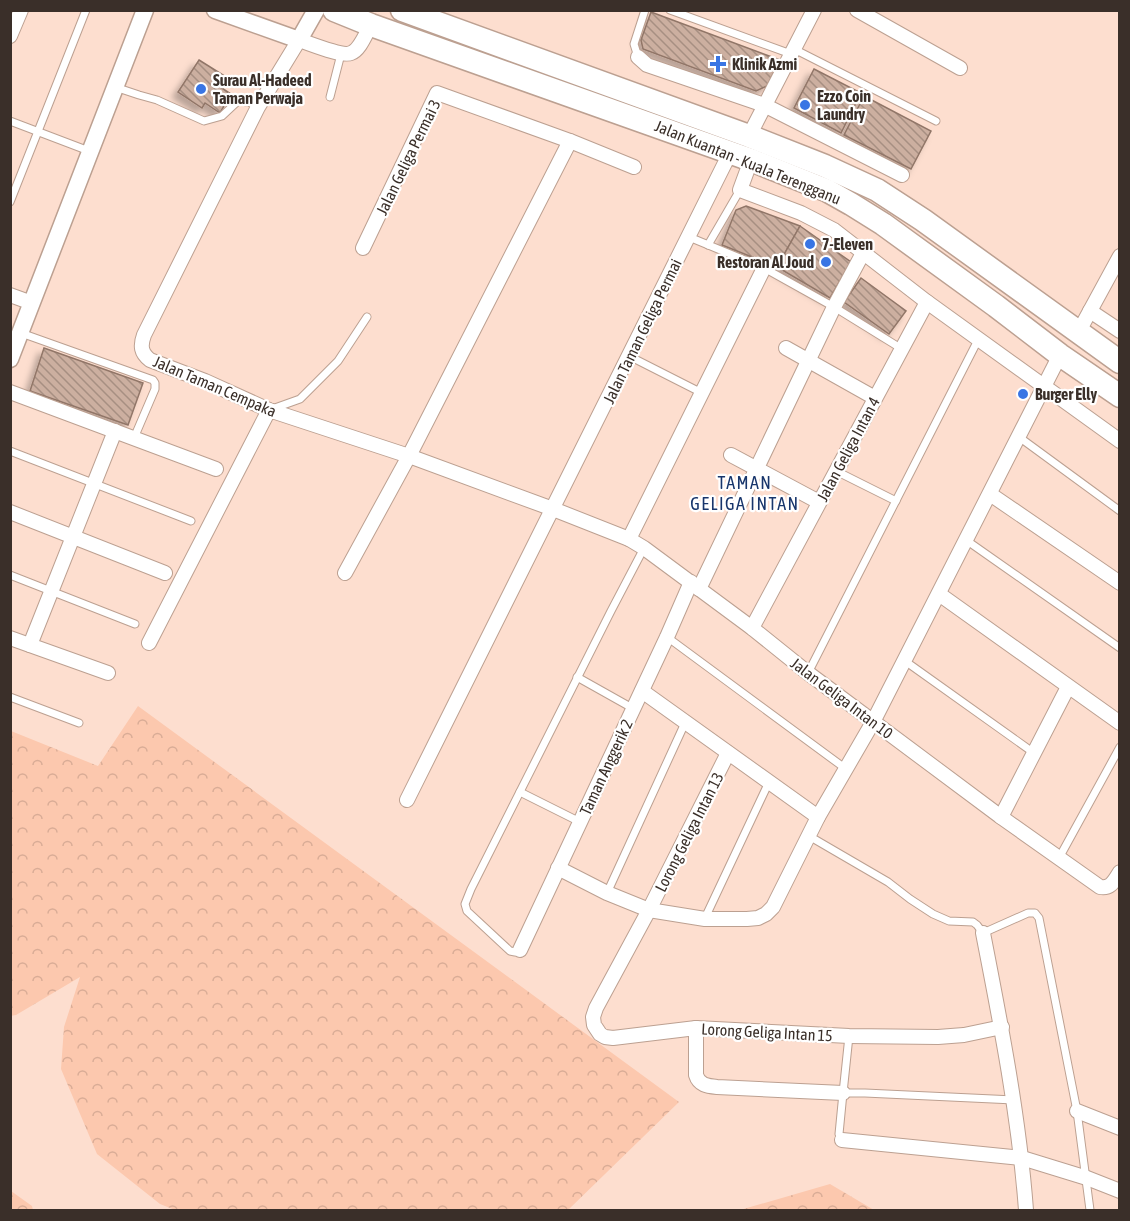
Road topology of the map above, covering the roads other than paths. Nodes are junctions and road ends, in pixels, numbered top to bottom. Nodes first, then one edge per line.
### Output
1 (21, 10) edge
2 (86, 10) edge
3 (145, 10) edge
4 (215, 10) edge
5 (316, 10) edge
6 (333, 10) edge
7 (402, 10) edge
8 (645, 10) edge
9 (670, 10) edge
10 (813, 10) edge
11 (857, 10) edge
12 (371, 25) junction
13 (10, 36) edge
14 (298, 40) junction
15 (792, 51) junction
16 (341, 54) junction
17 (638, 57) joint
18 (960, 68) dead end
19 (116, 87) junction
20 (330, 97) dead end
21 (764, 105) junction
22 (258, 107) junction
23 (10, 121) edge
24 (936, 121) dead end
25 (38, 132) junction
26 (749, 136) junction
27 (570, 141) junction
28 (90, 152) junction
29 (741, 157) junction
30 (634, 167) dead end
31 (902, 175) dead end
32 (740, 190) junction
33 (10, 202) edge
34 (688, 237) junction
35 (708, 245) junction
36 (363, 248) dead end
37 (863, 253) junction
38 (1119, 256) edge
39 (764, 268) junction
40 (10, 295) edge
41 (927, 302) junction
42 (32, 303) junction
43 (834, 308) junction
44 (1090, 311) junction
45 (367, 317) dead end
46 (1119, 331) edge
47 (21, 333) junction
48 (1078, 333) junction
49 (978, 340) junction
50 (786, 348) dead end
51 (902, 349) junction
52 (1060, 355) junction
53 (629, 356) junction
54 (10, 359) edge
55 (809, 361) junction
56 (1119, 362) edge
57 (1044, 387) junction
58 (10, 392) edge
59 (702, 393) junction
60 (1119, 396) edge
61 (875, 398) junction
62 (269, 410) junction
63 (115, 431) junction
64 (1019, 437) junction
65 (134, 438) junction
66 (1119, 441) edge
67 (10, 451) edge
68 (731, 455) dead end
69 (409, 456) junction
70 (216, 469) dead end
71 (758, 469) junction
72 (836, 471) junction
73 (94, 483) junction
74 (990, 494) junction
75 (896, 501) junction
76 (819, 502) junction
77 (553, 509) junction
78 (1119, 511) edge
79 (10, 512) edge
80 (191, 521) dead end
81 (74, 536) junction
82 (630, 539) junction
83 (966, 540) junction
84 (644, 548) junction
85 (165, 573) dead end
86 (345, 573) dead end
87 (10, 575) edge
88 (1119, 583) edge
89 (695, 586) junction
90 (51, 591) junction
91 (939, 594) junction
92 (135, 624) dead end
93 (752, 628) junction
94 (10, 638) edge
95 (667, 638) junction
96 (149, 643) dead end
97 (30, 645) junction
98 (1119, 648) edge
99 (905, 661) junction
100 (108, 673) dead end
101 (808, 673) junction
102 (577, 677) junction
103 (1068, 687) junction
104 (642, 692) junction
105 (10, 698) edge
106 (634, 709) junction
107 (873, 722) junction
108 (79, 723) dead end
109 (686, 723) junction
110 (1119, 723) edge
111 (1119, 747) edge
112 (728, 753) junction
113 (1034, 753) junction
114 (846, 769) junction
115 (769, 782) junction
116 (520, 792) junction
117 (407, 800) dead end
118 (818, 817) junction
119 (1001, 817) junction
120 (580, 822) junction
121 (809, 836) junction
122 (1059, 858) junction
123 (558, 868) junction
124 (1119, 872) edge
125 (607, 893) junction
126 (649, 910) junction
127 (705, 919) junction
128 (983, 933) junction
129 (520, 950) joint
130 (696, 1028) junction
131 (1002, 1028) junction
132 (849, 1036) junction
133 (843, 1093) junction
134 (1014, 1100) junction
135 (1077, 1111) junction
136 (1119, 1128) edge
137 (842, 1140) joint
138 (1022, 1158) junction
139 (1087, 1178) junction
140 (1119, 1191) edge
141 (1026, 1210) edge
142 (1090, 1210) edge

1 - 13 street
2 - 25 lane
3 - 19 street
4 - 14 street
5 - 14 street
6 - 12 highway, Jalan Kuantan - Kuala Terengganu
7 - 26 highway, Jalan Kuantan - Kuala Terengganu
8 - 17 lane
9 - 15 lane
10 - 15 street
11 - 18 street
12 - 16 street
12 - 29 highway, Jalan Kuantan - Kuala Terengganu
14 - 16 street
14 - 22 street, Jalan Taman Cempaka
15 - 21 street
15 - 24 lane
16 - 20 lane
17 - 21 street
19 - 22 lane
19 - 28 street
21 - 26 street
21 - 31 street
22 - 62 street, Jalan Taman Cempaka
23 - 25 lane
25 - 28 lane
25 - 33 lane
26 - 48 highway, Jalan Kuantan - Kuala Terengganu
27 - 30 street
27 - 36 street, Jalan Geliga Permai 3
27 - 69 street
28 - 42 street
29 - 32 street
29 - 34 street, Jalan Taman Geliga Permai
29 - 52 highway, Jalan Kuantan - Kuala Terengganu
32 - 35 lane
32 - 37 street
34 - 35 lane
34 - 53 street, Jalan Taman Geliga Permai
35 - 39 lane
37 - 41 street
37 - 43 street, Taman Anggerik 2
38 - 44 street
39 - 43 lane
39 - 59 street
40 - 42 street
41 - 49 street
41 - 51 street, Jalan Geliga Intan 4
42 - 47 street
43 - 51 lane
43 - 55 street, Taman Anggerik 2
44 - 46 street
44 - 48 street
45 - 62 lane
47 - 54 street
47 - 65 lane
48 - 56 highway, Jalan Kuantan - Kuala Terengganu
49 - 57 street
49 - 75 lane
50 - 55 street
51 - 61 street, Jalan Geliga Intan 4
52 - 57 street
52 - 60 highway, Jalan Kuantan - Kuala Terengganu
53 - 59 lane
53 - 77 street, Jalan Taman Geliga Permai
55 - 61 street
55 - 71 street, Taman Anggerik 2
57 - 64 street
57 - 66 street
58 - 63 street
59 - 82 street
61 - 72 street, Jalan Geliga Intan 4
62 - 69 street, Jalan Taman Cempaka
62 - 96 street
63 - 65 street
63 - 73 street
64 - 74 street
64 - 78 lane
65 - 70 street
67 - 73 lane
68 - 71 street
69 - 77 street, Jalan Taman Cempaka
69 - 86 street
71 - 76 street
71 - 89 street, Taman Anggerik 2
72 - 75 lane
72 - 76 street, Jalan Geliga Intan 4
73 - 80 lane
73 - 81 street
74 - 83 street
74 - 88 street
75 - 101 lane
76 - 93 street, Jalan Geliga Intan 4
77 - 82 street, Jalan Geliga Intan 10
77 - 117 street, Jalan Taman Geliga Permai
79 - 81 street
81 - 85 street
81 - 90 street
82 - 84 street, Jalan Geliga Intan 10
83 - 91 street
83 - 98 lane
84 - 89 street, Jalan Geliga Intan 10
84 - 102 lane
87 - 90 lane
89 - 93 street, Jalan Geliga Intan 10
89 - 95 street, Taman Anggerik 2
90 - 92 lane
90 - 97 street
91 - 99 street
91 - 103 street
93 - 101 street, Jalan Geliga Intan 10
94 - 97 street
95 - 104 street, Taman Anggerik 2
95 - 114 lane
97 - 100 street
99 - 107 street
99 - 113 lane
101 - 107 street, Jalan Geliga Intan 10
102 - 106 lane
102 - 116 lane
103 - 110 street
103 - 113 street
104 - 106 street, Taman Anggerik 2
104 - 109 street
105 - 108 lane
106 - 120 street, Taman Anggerik 2
107 - 114 street
107 - 119 street, Jalan Geliga Intan 10
109 - 112 street
109 - 125 lane
111 - 122 lane
112 - 115 street
112 - 126 street, Lorong Geliga Intan 13
113 - 119 street
114 - 118 street
115 - 118 street
115 - 127 lane
116 - 120 lane
116 - 129 lane
118 - 121 street
119 - 122 street, Jalan Geliga Intan 10
120 - 123 street, Taman Anggerik 2
121 - 127 street
121 - 128 lane
122 - 124 street, Jalan Geliga Intan 10
123 - 125 street
123 - 129 street, Taman Anggerik 2
125 - 126 street
126 - 127 street
126 - 130 street, Lorong Geliga Intan 15
128 - 131 street
128 - 135 lane
130 - 132 street, Lorong Geliga Intan 15
130 - 133 street
131 - 132 street, Lorong Geliga Intan 15
131 - 134 street
132 - 133 lane
133 - 134 lane
133 - 137 lane
134 - 138 street
135 - 136 street
135 - 139 lane
137 - 138 street
138 - 139 street
138 - 141 street
139 - 140 street
139 - 142 lane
--------------------------------
* [Goal of the exercise] The lines you need are those holding the word "Permai"; copy each of them from the material above.

* [Written solution]
27 - 36 street, Jalan Geliga Permai 3
29 - 34 street, Jalan Taman Geliga Permai
34 - 53 street, Jalan Taman Geliga Permai
53 - 77 street, Jalan Taman Geliga Permai
77 - 117 street, Jalan Taman Geliga Permai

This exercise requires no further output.